Pameran Tunggal 'Tamasya' Karya Totarist Sosial Merbawani di Kota Batu
- VIVA Malang / Galih Rakasiwi
Batu, VIVA – Galeri Raos Kota Batu kembali menjadi tuan rumah pameran seni berkualitas, kali ini melalui pameran tunggal bertajuk Tamasya karya seniman bernama Totarist Sosial Merbawani.
Pameran berlangsung mulai 22 hingga 30 November 2024, menghadirkan total 18 karya yang terdiri atas 17 lukisan dan 1 instalasi.
Pameran Tamasya merupakan lanjutan dari pameran tunggal Sang Pambangun yang sebelumnya digelar di Jakarta, dan akan dilanjutkan di Yogyakarta. Melalui karyanya, Totarist mengangkat gagasan tentang hubungan manusia dengan lanskap alam serta dampak pembangunan terhadap harmoni lingkungan.
"Karya-karya saya hadir karena ketertarikan untuk melukiskan pemandangan alam. Namun, dalam seri Tamasya ini, saya menampilkan sisi lain, yaitu dorongan manusia untuk membangun di tengah-tengah lanskap alami," ujarnya Jumat, 29 November 2024.
Inspirasi ini lahir dari pengalaman masa kecil Totarist di desa perbukitan asri Wonobodro, Kabupaten Batang. Keseharian di alam yang hijau dan berbukit mengajarkan Totarist untuk memahami keindahan lanskap alami, tetapi juga menyadari bahwa intervensi manusia terhadap lingkungan adalah sebuah keniscayaan.

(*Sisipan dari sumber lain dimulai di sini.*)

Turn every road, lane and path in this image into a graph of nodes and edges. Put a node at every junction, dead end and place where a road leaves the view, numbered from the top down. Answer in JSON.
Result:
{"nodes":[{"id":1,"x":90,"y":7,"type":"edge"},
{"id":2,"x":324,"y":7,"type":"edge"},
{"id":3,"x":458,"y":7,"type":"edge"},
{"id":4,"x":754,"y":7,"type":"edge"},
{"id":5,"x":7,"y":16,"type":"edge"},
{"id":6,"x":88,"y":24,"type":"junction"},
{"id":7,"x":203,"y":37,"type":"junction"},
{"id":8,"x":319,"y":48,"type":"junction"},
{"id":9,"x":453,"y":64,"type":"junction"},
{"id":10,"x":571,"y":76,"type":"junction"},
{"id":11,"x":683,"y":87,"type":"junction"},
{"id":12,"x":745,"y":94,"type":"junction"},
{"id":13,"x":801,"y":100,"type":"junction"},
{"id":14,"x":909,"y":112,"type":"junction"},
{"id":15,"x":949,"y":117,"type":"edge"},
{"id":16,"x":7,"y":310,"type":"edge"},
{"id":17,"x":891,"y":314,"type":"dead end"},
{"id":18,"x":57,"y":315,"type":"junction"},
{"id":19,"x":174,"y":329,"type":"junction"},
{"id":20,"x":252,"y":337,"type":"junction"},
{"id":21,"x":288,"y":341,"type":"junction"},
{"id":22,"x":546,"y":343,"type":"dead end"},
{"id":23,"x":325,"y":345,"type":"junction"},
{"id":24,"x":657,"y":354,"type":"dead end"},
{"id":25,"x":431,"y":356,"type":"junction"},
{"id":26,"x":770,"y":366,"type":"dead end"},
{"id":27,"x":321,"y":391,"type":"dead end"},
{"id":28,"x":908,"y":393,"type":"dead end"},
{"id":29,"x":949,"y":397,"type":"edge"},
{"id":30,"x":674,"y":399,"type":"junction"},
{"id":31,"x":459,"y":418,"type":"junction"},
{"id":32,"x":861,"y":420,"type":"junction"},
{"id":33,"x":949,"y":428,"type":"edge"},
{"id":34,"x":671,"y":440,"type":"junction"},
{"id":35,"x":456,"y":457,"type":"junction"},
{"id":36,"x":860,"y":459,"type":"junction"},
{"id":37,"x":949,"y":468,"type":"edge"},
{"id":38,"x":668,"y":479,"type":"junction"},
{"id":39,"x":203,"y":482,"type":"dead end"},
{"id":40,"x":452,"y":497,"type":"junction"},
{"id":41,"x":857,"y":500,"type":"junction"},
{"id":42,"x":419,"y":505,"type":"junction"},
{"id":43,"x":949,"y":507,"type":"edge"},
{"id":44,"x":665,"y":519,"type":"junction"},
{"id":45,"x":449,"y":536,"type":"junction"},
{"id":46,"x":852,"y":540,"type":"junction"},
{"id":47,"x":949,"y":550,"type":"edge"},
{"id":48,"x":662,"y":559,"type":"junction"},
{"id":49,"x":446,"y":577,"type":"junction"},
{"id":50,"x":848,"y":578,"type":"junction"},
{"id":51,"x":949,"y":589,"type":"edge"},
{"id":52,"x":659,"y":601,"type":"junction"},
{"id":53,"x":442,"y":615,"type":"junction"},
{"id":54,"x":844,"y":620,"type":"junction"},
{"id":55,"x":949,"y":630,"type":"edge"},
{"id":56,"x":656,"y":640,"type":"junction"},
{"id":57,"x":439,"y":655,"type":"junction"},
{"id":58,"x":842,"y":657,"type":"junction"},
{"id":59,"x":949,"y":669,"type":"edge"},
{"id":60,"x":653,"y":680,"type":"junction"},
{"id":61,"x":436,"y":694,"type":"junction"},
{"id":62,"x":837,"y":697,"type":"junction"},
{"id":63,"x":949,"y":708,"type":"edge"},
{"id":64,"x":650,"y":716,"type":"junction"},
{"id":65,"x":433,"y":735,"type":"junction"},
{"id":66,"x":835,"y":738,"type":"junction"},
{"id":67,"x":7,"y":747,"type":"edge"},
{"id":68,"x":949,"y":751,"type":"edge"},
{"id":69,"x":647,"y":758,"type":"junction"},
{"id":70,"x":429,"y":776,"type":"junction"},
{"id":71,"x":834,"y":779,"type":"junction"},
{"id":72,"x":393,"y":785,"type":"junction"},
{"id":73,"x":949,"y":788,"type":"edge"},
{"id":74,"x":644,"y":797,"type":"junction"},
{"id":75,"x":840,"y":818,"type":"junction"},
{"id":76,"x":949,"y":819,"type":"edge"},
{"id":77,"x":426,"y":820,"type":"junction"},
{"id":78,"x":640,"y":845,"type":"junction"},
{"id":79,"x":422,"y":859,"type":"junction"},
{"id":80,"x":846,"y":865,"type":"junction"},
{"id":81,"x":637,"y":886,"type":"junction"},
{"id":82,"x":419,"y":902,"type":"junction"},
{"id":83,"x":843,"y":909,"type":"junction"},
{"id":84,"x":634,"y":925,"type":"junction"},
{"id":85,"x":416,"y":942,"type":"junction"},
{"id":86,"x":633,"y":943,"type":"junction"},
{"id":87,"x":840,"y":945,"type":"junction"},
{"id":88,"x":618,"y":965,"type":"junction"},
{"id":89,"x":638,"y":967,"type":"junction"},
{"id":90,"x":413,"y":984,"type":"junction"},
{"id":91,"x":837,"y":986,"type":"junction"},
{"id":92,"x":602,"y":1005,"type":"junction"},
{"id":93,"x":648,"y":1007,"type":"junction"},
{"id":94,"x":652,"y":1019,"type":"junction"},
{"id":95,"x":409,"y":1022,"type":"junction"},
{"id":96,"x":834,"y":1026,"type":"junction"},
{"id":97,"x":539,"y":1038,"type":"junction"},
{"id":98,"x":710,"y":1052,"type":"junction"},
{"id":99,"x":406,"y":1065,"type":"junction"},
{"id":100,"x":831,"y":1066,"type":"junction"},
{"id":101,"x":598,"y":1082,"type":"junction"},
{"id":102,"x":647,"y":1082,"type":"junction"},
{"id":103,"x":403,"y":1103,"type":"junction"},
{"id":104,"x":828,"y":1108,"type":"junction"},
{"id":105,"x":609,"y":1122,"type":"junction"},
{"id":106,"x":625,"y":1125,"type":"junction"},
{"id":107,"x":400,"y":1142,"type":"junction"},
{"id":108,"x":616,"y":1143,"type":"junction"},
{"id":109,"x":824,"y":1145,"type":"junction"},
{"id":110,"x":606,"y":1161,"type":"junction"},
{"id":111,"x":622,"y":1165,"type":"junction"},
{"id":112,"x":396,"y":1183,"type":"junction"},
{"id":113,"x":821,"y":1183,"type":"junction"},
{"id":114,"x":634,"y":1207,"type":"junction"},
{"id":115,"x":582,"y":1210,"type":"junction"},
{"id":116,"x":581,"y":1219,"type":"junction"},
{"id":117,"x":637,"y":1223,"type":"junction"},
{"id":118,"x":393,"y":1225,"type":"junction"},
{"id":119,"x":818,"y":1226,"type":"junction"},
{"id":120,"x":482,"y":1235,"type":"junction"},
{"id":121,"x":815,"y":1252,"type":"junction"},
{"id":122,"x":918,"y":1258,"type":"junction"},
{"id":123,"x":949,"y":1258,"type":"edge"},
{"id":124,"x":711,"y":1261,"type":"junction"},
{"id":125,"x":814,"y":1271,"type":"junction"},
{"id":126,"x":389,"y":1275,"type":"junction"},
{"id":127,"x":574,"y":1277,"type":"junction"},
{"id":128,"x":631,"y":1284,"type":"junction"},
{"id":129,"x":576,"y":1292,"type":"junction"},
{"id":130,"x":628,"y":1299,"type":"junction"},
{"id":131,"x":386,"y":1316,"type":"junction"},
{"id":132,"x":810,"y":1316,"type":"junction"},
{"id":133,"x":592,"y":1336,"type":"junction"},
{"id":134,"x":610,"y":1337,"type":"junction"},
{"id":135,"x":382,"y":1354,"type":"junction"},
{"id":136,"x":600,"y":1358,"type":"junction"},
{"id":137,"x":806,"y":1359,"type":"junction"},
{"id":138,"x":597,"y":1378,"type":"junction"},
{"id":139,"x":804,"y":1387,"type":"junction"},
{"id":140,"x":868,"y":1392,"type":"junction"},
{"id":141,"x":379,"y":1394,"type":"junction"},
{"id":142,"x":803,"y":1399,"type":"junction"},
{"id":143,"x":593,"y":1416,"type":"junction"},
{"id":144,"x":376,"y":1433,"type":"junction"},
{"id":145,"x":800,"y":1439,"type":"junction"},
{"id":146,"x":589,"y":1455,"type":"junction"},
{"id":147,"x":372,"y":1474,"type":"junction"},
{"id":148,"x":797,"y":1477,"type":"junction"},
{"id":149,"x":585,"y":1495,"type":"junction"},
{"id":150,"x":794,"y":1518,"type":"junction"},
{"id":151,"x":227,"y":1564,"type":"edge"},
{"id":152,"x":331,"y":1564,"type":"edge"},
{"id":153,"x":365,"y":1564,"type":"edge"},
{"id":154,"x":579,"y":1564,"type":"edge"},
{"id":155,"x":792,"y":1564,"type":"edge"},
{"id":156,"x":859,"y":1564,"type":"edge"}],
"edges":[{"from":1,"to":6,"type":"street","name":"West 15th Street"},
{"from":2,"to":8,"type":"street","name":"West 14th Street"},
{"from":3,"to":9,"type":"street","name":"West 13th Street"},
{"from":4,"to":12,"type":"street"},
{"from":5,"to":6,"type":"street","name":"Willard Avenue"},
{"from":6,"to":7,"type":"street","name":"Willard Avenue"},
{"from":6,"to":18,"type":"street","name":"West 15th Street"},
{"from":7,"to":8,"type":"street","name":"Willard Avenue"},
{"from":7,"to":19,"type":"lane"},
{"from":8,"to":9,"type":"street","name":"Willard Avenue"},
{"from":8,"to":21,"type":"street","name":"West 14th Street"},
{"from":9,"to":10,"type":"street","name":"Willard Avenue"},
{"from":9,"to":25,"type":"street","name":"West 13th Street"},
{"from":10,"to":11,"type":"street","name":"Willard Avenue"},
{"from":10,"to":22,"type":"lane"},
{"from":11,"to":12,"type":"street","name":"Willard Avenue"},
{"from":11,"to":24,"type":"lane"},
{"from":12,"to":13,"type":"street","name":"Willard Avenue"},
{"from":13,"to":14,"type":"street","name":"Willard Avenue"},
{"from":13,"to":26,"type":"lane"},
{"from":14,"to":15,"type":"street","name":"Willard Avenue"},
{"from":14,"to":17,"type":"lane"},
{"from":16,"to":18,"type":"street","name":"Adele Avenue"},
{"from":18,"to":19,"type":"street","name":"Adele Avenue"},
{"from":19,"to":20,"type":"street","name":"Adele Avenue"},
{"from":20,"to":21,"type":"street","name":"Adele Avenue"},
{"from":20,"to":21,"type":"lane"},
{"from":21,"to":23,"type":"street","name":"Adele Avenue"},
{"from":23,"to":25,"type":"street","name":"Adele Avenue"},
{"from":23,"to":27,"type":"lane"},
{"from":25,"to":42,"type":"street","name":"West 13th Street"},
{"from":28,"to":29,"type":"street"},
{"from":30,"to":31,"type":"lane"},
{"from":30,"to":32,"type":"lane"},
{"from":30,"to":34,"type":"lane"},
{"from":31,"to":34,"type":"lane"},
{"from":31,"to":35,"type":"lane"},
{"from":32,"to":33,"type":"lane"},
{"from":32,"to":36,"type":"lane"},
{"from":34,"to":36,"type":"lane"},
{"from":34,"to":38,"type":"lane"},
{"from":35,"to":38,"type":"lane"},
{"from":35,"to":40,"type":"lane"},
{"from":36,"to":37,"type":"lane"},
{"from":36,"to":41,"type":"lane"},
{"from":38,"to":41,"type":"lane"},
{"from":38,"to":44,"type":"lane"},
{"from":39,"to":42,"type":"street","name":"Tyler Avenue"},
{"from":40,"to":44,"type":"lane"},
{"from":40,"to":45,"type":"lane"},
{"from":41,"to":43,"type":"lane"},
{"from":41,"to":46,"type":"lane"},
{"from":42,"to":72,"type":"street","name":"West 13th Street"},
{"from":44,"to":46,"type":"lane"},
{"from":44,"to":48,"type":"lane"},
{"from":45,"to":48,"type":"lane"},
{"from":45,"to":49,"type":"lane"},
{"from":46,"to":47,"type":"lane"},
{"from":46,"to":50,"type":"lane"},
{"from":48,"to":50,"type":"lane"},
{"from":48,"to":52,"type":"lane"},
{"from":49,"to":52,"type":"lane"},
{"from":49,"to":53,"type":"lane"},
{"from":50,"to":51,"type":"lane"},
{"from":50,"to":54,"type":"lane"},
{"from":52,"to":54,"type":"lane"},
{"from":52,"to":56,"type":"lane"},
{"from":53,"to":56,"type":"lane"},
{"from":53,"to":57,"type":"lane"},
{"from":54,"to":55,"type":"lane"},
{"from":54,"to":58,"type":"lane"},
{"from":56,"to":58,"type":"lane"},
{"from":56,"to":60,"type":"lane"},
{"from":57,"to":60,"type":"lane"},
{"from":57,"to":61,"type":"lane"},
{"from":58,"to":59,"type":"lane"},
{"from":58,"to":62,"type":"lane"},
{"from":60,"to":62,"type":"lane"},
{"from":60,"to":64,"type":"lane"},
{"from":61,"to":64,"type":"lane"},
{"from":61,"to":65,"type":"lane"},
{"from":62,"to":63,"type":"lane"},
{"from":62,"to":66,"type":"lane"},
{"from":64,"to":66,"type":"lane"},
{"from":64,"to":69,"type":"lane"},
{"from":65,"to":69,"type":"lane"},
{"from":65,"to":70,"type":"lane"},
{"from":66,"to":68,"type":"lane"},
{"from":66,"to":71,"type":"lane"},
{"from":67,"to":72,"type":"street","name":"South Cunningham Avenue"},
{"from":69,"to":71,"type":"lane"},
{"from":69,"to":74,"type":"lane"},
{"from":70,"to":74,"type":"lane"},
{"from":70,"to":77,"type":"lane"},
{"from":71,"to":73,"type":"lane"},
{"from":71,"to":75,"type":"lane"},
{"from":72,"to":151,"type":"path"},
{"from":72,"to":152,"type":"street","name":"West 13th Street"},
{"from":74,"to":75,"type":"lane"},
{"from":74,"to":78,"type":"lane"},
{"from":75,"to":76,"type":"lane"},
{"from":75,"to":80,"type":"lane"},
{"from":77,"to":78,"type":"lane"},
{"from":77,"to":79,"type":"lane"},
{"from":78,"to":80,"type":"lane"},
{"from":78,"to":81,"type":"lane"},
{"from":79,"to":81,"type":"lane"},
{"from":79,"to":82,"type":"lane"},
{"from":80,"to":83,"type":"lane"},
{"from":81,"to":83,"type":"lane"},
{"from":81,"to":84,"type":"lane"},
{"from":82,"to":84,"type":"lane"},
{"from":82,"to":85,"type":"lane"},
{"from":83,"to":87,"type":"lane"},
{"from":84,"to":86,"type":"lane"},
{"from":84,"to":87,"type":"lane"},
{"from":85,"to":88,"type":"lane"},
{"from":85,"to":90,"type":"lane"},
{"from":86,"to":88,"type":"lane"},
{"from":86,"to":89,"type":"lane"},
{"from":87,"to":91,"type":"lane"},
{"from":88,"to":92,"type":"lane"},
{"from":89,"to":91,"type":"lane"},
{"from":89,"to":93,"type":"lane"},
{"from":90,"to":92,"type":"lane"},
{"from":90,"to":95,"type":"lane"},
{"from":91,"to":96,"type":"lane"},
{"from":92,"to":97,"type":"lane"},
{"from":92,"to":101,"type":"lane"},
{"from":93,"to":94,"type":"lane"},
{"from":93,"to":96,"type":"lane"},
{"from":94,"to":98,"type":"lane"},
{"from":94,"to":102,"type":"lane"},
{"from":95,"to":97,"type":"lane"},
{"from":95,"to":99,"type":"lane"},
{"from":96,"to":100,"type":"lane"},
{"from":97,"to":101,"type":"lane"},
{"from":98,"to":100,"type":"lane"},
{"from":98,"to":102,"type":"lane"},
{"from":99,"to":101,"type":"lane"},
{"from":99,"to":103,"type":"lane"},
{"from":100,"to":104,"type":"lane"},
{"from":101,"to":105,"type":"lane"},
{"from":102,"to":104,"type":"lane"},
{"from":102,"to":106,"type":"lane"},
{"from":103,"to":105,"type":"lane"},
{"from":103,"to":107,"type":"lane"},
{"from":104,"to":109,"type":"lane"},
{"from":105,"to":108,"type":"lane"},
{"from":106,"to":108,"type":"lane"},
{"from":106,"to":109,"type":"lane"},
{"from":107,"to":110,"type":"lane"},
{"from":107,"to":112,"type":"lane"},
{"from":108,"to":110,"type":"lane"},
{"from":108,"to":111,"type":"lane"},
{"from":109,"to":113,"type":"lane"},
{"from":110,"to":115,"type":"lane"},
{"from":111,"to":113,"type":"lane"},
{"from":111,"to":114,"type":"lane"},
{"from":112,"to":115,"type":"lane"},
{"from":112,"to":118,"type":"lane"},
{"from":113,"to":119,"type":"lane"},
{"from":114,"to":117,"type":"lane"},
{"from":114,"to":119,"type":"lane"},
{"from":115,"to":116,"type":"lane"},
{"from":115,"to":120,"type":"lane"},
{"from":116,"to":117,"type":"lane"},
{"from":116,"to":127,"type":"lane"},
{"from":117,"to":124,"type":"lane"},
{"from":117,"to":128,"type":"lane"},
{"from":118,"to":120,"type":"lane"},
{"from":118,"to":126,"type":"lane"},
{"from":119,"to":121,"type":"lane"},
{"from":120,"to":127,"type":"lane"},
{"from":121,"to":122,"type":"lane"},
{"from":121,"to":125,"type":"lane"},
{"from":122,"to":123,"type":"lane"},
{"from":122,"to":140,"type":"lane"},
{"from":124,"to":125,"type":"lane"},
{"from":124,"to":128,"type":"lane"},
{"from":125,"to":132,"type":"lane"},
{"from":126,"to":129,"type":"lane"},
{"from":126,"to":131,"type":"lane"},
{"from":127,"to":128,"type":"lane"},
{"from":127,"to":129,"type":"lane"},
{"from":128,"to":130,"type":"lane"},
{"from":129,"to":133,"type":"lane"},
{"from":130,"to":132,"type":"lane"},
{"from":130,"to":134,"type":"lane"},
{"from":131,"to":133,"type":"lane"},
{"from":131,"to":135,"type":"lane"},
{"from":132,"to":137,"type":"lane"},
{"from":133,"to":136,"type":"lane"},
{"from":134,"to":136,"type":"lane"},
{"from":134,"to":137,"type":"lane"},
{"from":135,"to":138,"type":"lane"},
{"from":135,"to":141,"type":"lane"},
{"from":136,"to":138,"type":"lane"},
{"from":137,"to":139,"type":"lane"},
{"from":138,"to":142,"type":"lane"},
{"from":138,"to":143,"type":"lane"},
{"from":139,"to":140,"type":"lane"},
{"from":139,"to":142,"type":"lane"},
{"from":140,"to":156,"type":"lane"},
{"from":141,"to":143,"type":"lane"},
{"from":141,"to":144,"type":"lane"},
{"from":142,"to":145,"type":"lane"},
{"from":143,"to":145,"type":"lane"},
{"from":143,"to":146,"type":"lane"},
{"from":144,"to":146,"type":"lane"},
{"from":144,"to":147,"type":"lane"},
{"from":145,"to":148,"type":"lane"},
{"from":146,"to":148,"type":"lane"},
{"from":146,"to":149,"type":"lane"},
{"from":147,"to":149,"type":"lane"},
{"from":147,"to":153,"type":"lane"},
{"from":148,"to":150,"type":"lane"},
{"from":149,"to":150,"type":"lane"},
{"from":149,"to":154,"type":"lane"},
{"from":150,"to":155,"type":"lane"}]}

Dalam Tamasya, Totarist menghadirkan perpaduan visual antara bangunan bersejarah seperti candi-candi di Jawa Tengah dan Jawa Timur dan hasil rekayasa manusia modern. Ia menggunakan elemen tirai garis bantu ala rancangan arsitektur, yang menciptakan kesan dinamis dengan garis perspektif yang tidak selalu bertemu pada satu titik lenyap.
Refleksi Kritis Dalam Harmoni Visual
Melalui karya-karya ini, Totarist mengajak penonton untuk merenungkan makna pelestarian budaya di tengah modernisasi.
"Saya ingin karya-karya ini mengundang penonton untuk merenungkan bagaimana kita menjaga keseimbangan antara pembangunan modern dan pelestarian nilai-nilai tradisi," ujarnya.
Bangunan bersejarah yang dilukiskan oleh Totarist dipadukan dengan lanskap Nusantara dan garis-garis perspektif imajiner yang menyilang, menciptakan dialog dengan situasi hari ini. Elemen ini merepresentasikan berbagai sudut pandang dalam memahami dan merawat warisan budaya, sembari memprovokasi pemikiran tentang ambiguitas pelestarian di tengah arus pembangunan.
Sementara itu, Kurator pameran, Rain Rosidi menyampaikan bahwa Tamasya mempersembahkan eksplorasi kritis terhadap lanskap dan arsitektur bersejarah Nusantara.
"Totarist, yang lahir di desa dengan keterbatasan, justru membentuk pandangan tajam terhadap ruang dan keseimbangan antara pelestarian dan perubahan," katanya.
Totarist mengawali kariernya dengan memperdalam teknik realisme di Pasar Seni Ancol pada awal 2000-an, terinspirasi oleh seniman seperti Sapto Soegijo dan Ahmad Nazilly. Interaksi dengan komunitas seni Yogyakarta juga memengaruhi gagasan artistiknya.
Melalui Tamasya, Totarist tidak hanya merepresentasikan keindahan, tetapi juga mengkritisi pelestarian bangunan bersejarah yang sering diwarnai oleh tumpang tindih kepentingan komersial dan politis.
"Elemen garis perspektif dalam karyanya menjadi simbol kompleksitas pandangan yang membingkai lanskap secara tidak biasa, menantang narasi pelestarian tradisional," katanya.
Pameran Tamasya menghadirkan perjalanan visual yang tidak hanya mengejar estetika, tetapi juga memancing refleksi kritis.
"Melalui pameran ini, Totarist mengajak kita menelusuri realitas warisan budaya yang tidak selalu seindah yang terlihat," tuturnya.
Senada, Ketua Galeri Raos Ahmad Kholili mengaku sangat mengapresiasi pameran di tempatnya. Ia berharap dengan banyaknya seniman luar daerah bisa memberikan dampak positif serta semakin menggairahkan dunia kesenian di Kota Batu.
"Dari pameran seperti ini tentu para seniman Kota Batu dan luar daerah bisa saling tukar informasi, ilmu, koneksi, dan lainnya. Lalu alasan Totarist pameran di sini karena di Kota Batu juga banyak seniman yang beraliran realis," tuturnya.